BEGIN
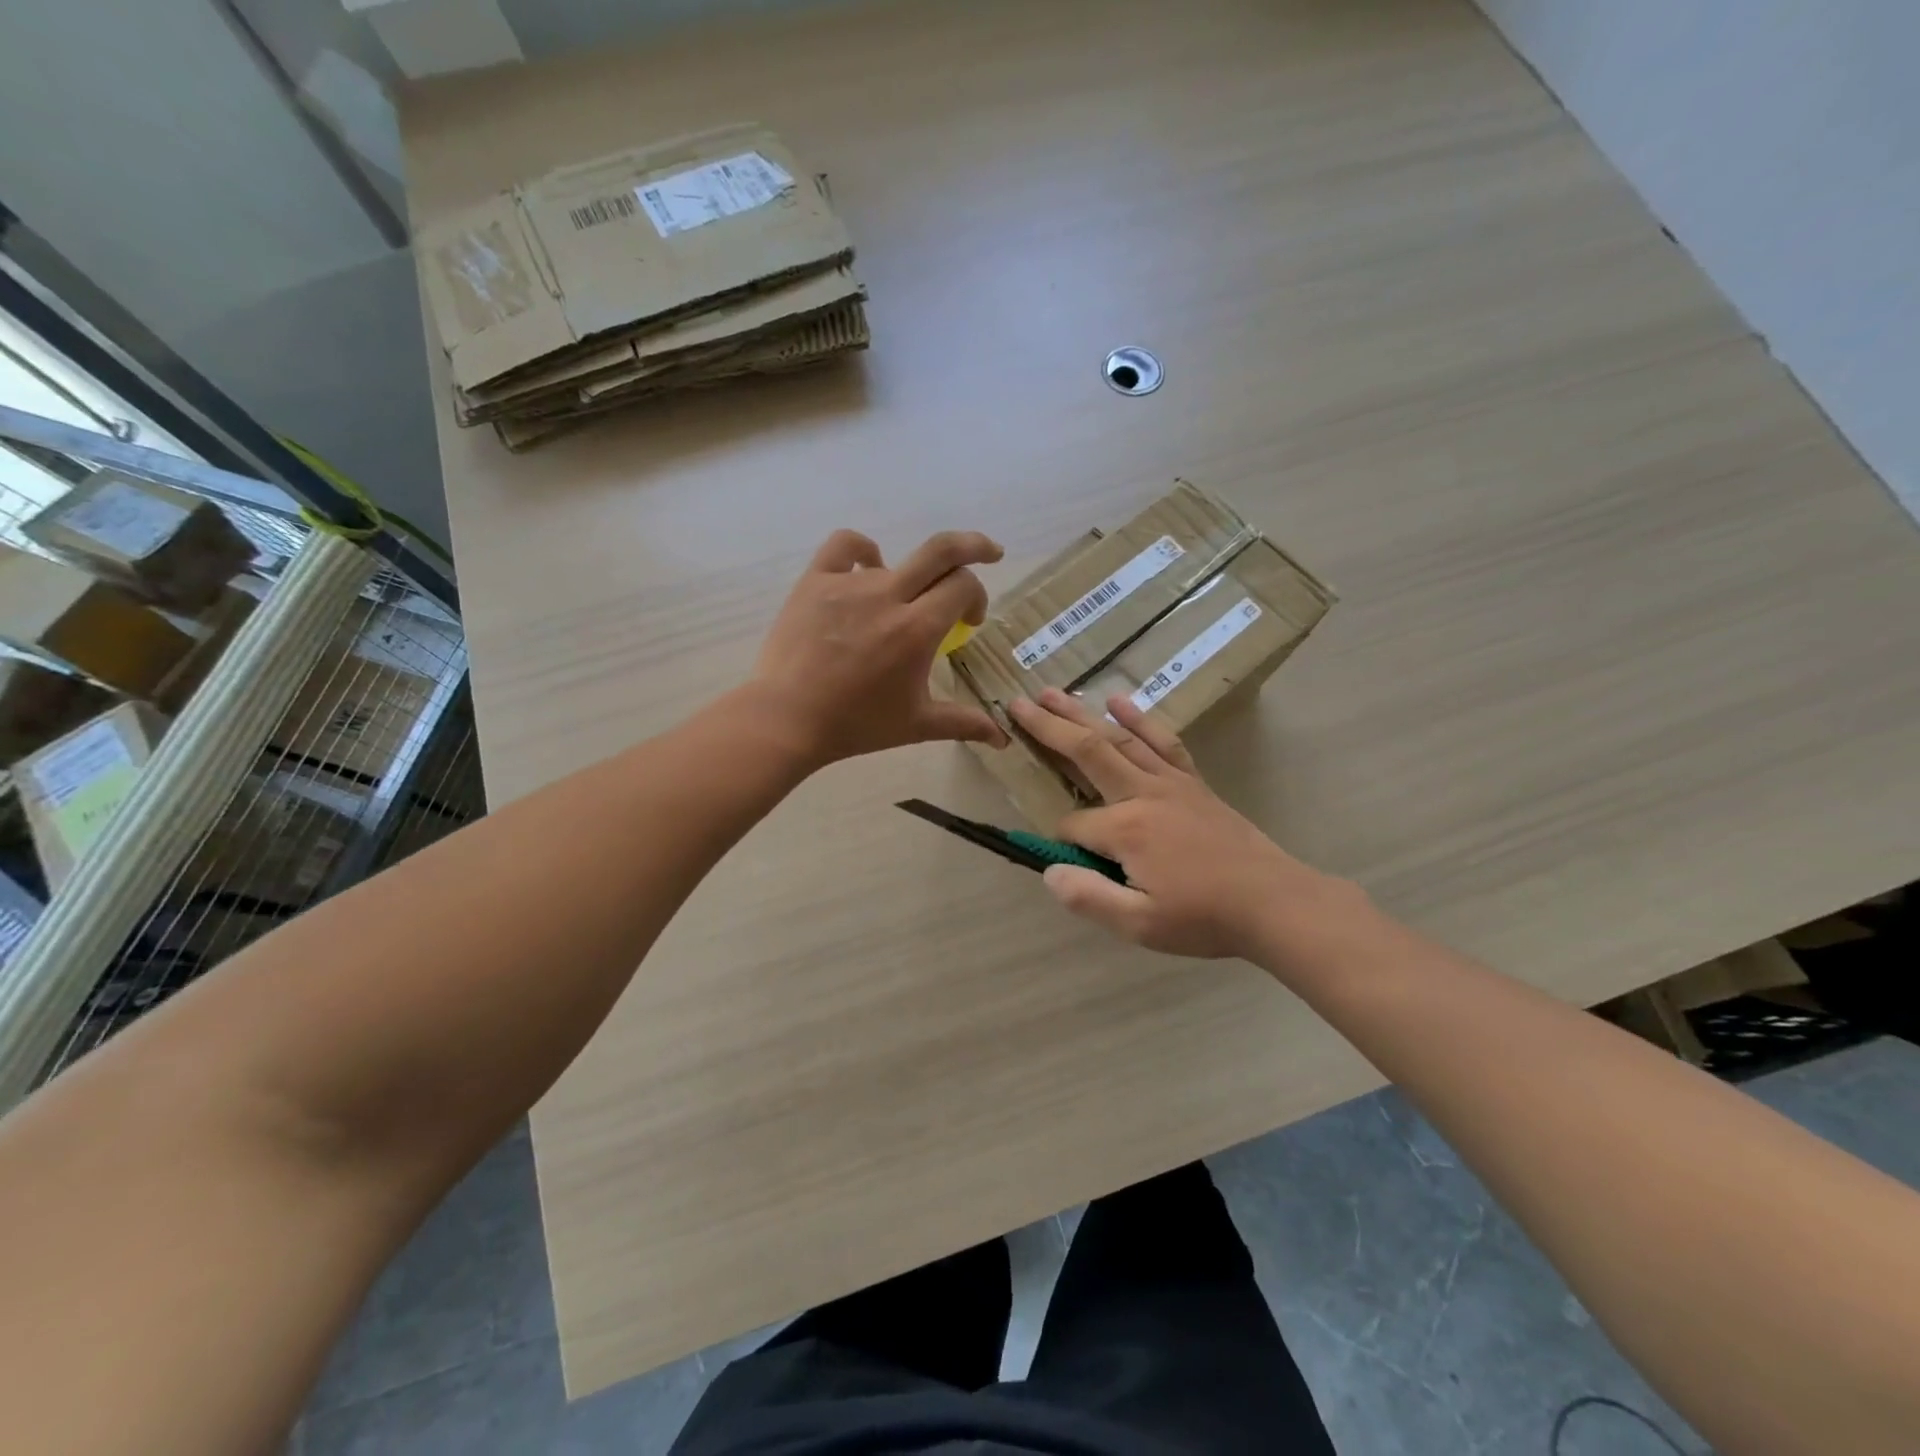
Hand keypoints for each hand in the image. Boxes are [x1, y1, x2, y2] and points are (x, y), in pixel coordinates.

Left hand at [751, 529, 1011, 767]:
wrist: (788, 720)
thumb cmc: (856, 724)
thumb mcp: (916, 725)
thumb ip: (963, 723)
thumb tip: (1003, 738)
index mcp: (918, 629)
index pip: (963, 586)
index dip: (976, 598)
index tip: (970, 621)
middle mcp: (888, 596)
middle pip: (942, 551)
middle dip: (974, 546)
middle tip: (991, 553)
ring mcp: (849, 584)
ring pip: (896, 560)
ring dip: (912, 577)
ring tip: (902, 603)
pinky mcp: (815, 581)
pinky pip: (846, 546)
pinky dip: (863, 550)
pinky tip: (868, 565)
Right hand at [1008, 689, 1351, 960]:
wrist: (1275, 902)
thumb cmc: (1204, 917)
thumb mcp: (1140, 924)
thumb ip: (1088, 897)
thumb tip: (1048, 870)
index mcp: (1125, 829)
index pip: (1073, 824)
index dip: (1061, 840)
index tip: (1067, 862)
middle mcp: (1142, 793)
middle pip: (1086, 752)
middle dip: (1048, 728)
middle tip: (1016, 703)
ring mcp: (1170, 782)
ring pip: (1118, 738)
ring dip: (1082, 713)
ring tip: (1053, 691)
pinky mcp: (1192, 781)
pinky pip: (1162, 741)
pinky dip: (1139, 719)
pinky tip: (1119, 702)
END
== Directions ==
Taking the line that contains "wrist: (1275, 902)" as the starting point, copy every line through the end of the listing exactly, and write nothing further.

== Task output ==
wrist: (1275, 902)
thumb cmc: (1204, 917)
thumb mcp: (1140, 924)
thumb ip: (1088, 897)
thumb tip: (1048, 870)
index mcp: (1125, 829)
index pip: (1073, 824)
index dip: (1061, 840)
index tip: (1067, 862)
middle mcp: (1142, 793)
middle pip: (1086, 752)
middle dip: (1048, 728)
middle tip: (1016, 703)
ring mcp: (1170, 782)
ring pip: (1118, 738)
ring dip: (1082, 713)
ring tip: (1053, 691)
pinky mcp: (1192, 781)
pinky pip: (1162, 741)
pinky dip: (1139, 719)
pinky tip: (1119, 702)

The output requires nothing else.